Funnelback has two modes of processing a query:
-
Document at a time (DAAT): processes matches by examining each document and deciding if the document is relevant for search results. This is the default mode of processing queries.
-
Term at a time (TAAT): processed matches by examining each term then checking each document for relevance. This was the default mode of processing queries until Funnelback 10.
Document at a time is much more efficient in processing queries, especially over large datasets - however it does not support any form of wildcards. Term at a time mode supported wildcards (via a truncation operator). This slowed down the search dramatically but did allow wildcard matching.
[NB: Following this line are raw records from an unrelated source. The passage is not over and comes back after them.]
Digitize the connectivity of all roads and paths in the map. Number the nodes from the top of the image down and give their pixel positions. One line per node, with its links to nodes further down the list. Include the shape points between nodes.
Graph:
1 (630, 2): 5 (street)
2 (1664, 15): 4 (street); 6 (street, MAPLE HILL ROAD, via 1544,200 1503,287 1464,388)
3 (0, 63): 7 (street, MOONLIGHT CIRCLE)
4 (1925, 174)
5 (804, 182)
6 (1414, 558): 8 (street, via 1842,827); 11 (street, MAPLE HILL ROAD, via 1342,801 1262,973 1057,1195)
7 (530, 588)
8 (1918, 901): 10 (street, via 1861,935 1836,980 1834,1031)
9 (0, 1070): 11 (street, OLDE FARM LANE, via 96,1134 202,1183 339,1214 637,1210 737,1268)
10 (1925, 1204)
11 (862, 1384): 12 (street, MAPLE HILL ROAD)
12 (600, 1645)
Sometimes it is desirable to provide wildcard support - especially if a database-style query is being performed. This article shows how to configure a collection to provide limited wildcard support when using Funnelback’s document at a time mode.
Process
The following process can be used to add limited truncation support - allowing you to use the asterix operator on the right hand side (only) of words in a query. The code uses the auto-completion service to get 5 terms for each starred item. There is a configuration option to adjust the number of auto-completions to request from the service for each starred term.
This method provides an efficient way of supporting wildcards - however the expanded query won’t return all the matching results (compared to if a full expansion of the wildcard was performed). There is a fine balancing act between performance and completeness of the search result set and the goal of a web search engine such as Funnelback has always been to return a set of relevant results. This set isn’t necessarily complete as shortcuts are taken to determine relevant results quickly.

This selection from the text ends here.